Increased rate of missense/in-frame mutations in individuals with NF1-related pulmonary stenosis: a novel genotype-phenotype correlation

Abstract

Neurofibromatosis type 1 (NF1) and its related disorders (NF1-Noonan syndrome (NFNS) and Watson syndrome (WS)) are caused by heterozygous mutations in the NF1 gene. Pulmonary stenosis (PS) occurs more commonly in NF1 and its related disorders than in the general population. This study investigated whether PS is associated with specific types of NF1 gene mutations in NF1, NFNS and WS. The frequency of different NF1 mutation types in a cohort of published and unpublished cases with NF1/NFNS/WS and PS was examined. Compared with NF1 in general, NFNS patients had higher rates of PS (9/35=26% vs 25/2322=1.1%, P value<0.001). Stratification according to mutation type showed that the increased PS rate appears to be driven by the NFNS group with non-truncating mutations. Eight of twelve (66.7%) NFNS cases with non-truncating mutations had PS compared with a 1.1% PS frequency in NF1 in general (P<0.001); there was no increase in the frequency of PS in NFNS patients with truncating mutations. Eight out of eleven (73%) individuals with NF1 and PS, were found to have non-truncating mutations, a much higher frequency than the 19% reported in NF1 cohorts (P<0.015). Only three cases of WS have been published with intragenic mutations, two of three had non-truncating mutations. Therefore, PS in NF1 and its related disorders is clearly associated with non-truncating mutations in the NF1 gene providing a new genotype-phenotype correlation.
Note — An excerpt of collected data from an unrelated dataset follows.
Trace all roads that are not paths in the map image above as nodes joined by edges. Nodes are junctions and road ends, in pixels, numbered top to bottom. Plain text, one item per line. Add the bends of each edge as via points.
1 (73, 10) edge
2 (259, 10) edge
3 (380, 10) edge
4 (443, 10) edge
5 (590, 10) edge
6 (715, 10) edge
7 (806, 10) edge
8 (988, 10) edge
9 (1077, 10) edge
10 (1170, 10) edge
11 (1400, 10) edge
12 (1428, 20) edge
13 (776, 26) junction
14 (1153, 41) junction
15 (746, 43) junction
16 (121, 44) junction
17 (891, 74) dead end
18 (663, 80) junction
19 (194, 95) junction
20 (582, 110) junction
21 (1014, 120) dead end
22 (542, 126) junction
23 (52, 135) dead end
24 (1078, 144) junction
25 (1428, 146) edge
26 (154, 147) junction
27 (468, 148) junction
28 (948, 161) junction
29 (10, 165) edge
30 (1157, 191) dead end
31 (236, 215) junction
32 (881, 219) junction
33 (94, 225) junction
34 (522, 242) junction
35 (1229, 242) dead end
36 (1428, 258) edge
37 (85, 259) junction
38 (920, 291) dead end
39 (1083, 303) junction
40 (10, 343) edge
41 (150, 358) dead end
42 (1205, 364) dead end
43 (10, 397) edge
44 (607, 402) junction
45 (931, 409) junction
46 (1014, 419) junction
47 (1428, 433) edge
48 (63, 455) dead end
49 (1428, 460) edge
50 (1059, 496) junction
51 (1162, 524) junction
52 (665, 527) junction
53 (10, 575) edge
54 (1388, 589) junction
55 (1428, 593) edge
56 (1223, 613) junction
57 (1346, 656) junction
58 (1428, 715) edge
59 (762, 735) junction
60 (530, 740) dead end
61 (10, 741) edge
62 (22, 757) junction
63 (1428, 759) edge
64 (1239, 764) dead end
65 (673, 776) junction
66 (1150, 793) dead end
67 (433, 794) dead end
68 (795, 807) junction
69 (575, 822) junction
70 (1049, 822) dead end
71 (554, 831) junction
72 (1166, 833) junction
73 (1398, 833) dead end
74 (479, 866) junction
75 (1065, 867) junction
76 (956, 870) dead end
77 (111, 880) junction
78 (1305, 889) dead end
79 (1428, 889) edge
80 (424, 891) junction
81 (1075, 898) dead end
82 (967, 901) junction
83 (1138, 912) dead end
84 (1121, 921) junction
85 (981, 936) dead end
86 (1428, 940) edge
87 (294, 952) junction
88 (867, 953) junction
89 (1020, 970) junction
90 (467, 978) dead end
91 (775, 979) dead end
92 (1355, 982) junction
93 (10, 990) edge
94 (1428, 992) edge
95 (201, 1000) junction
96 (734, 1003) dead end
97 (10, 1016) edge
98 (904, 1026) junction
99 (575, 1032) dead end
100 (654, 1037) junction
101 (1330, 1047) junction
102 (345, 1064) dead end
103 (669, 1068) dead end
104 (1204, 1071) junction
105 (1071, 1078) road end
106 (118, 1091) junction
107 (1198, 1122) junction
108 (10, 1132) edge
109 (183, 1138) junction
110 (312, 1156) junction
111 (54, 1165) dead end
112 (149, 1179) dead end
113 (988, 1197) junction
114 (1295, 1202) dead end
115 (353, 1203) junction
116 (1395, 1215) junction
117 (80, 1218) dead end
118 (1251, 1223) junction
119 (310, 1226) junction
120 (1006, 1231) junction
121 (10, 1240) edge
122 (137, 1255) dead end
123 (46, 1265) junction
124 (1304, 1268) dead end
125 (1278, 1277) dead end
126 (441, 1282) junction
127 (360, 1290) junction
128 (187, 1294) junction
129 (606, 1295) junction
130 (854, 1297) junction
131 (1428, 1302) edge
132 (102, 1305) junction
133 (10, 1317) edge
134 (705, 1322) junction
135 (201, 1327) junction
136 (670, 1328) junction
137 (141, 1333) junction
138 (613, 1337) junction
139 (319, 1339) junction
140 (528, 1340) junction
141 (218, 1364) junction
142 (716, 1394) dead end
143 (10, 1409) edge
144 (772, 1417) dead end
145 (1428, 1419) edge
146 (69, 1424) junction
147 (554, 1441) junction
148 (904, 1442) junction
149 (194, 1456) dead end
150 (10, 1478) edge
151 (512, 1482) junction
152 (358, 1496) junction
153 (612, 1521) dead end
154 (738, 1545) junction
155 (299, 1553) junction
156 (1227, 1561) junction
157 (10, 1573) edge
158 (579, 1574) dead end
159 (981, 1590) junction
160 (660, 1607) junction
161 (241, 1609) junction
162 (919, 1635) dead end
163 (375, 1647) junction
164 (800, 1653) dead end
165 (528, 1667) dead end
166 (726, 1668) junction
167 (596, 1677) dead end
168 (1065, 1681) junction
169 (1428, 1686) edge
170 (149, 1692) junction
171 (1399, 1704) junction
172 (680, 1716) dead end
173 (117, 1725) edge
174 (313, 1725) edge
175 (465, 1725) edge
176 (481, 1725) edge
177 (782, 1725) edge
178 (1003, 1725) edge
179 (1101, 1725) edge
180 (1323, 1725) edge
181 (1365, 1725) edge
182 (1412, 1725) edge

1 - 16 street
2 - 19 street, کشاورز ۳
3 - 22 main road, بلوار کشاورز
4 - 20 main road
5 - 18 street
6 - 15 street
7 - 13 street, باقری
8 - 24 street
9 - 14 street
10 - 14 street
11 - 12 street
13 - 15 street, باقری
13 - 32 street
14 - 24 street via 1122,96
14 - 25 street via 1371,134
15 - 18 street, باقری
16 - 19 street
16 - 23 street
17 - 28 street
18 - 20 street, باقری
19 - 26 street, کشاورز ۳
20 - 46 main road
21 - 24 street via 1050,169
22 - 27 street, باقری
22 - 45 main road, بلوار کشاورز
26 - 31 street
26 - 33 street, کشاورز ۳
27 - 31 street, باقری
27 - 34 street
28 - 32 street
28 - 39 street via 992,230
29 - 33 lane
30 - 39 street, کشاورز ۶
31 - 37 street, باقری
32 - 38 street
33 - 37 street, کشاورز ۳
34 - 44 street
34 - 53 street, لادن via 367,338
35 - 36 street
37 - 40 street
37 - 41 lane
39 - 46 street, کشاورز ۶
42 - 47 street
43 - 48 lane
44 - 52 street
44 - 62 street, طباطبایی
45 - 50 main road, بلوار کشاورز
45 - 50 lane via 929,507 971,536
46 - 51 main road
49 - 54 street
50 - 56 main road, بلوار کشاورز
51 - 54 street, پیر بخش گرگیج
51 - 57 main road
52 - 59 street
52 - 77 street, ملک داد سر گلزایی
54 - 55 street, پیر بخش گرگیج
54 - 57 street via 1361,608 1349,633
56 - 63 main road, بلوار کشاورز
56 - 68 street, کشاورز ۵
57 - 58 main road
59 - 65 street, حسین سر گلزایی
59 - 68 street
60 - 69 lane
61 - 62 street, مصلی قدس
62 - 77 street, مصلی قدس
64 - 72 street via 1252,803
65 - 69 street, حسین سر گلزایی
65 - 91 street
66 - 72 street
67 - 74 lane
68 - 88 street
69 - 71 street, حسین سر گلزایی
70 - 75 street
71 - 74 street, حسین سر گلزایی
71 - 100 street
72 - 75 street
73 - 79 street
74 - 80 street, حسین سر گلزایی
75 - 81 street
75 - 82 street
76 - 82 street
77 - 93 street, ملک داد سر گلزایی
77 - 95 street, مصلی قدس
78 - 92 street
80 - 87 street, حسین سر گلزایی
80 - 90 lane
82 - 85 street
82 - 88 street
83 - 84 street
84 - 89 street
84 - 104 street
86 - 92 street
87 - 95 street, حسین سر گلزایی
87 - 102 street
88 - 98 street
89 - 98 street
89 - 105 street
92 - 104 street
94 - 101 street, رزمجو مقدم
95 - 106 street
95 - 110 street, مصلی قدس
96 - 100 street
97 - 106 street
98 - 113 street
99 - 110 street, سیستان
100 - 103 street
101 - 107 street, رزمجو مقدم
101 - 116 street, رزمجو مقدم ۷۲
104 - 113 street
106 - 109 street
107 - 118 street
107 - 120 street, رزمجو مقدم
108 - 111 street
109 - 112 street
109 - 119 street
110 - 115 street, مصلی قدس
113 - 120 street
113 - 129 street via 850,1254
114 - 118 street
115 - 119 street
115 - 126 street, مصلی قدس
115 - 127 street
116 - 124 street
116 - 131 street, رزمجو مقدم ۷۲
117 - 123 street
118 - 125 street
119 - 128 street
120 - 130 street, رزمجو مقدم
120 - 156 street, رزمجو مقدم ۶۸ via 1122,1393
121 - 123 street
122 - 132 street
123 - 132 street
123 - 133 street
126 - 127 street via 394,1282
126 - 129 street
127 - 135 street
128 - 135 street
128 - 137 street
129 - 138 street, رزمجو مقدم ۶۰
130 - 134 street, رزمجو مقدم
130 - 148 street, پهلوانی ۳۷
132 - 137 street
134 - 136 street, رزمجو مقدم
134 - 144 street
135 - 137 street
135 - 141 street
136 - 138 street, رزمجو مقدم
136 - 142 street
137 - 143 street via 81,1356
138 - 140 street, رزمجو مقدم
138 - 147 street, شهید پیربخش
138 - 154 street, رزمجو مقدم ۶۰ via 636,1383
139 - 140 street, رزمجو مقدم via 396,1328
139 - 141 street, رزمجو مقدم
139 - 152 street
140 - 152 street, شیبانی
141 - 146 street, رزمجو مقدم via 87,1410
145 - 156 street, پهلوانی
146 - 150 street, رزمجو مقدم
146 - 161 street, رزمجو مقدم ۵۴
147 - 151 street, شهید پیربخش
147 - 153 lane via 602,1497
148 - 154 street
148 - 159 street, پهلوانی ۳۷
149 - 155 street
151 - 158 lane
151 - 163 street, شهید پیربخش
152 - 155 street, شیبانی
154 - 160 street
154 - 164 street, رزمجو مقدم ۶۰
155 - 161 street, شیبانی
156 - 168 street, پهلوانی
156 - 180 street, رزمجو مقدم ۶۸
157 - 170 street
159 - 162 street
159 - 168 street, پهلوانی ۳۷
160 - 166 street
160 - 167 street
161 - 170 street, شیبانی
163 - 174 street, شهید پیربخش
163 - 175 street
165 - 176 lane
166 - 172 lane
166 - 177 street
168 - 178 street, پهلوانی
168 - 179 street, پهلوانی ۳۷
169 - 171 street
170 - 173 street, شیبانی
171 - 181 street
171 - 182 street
The data indicate a specific role of non-truncating mutations on the NF1 cardiac phenotype.

Figure 1

PS among individuals with NFNS according to mutation type. (a) An increased rate of non-truncating mutations is seen in individuals with NFNS compared with the general NF1 population (12/29 (41%) of patients with NFNS compared with 19.4% (326/1681) in a large NF1 cohort. (b) Stratifying the NFNS patients by their mutation type showed that among individuals with NFNS and PS 88.9% (8/9) had non-truncating mutations, whereas only 21% (4/19) of individuals with NFNS without PS had non-truncating mutations.

Figure 2

The frequency of non-truncating mutations in 11 unreported cases NF1 and (+) PS. 73% (8/11) of individuals with NF1 and PS were found to have intragenic non-truncating mutations compared with 19% in the general NF1 population.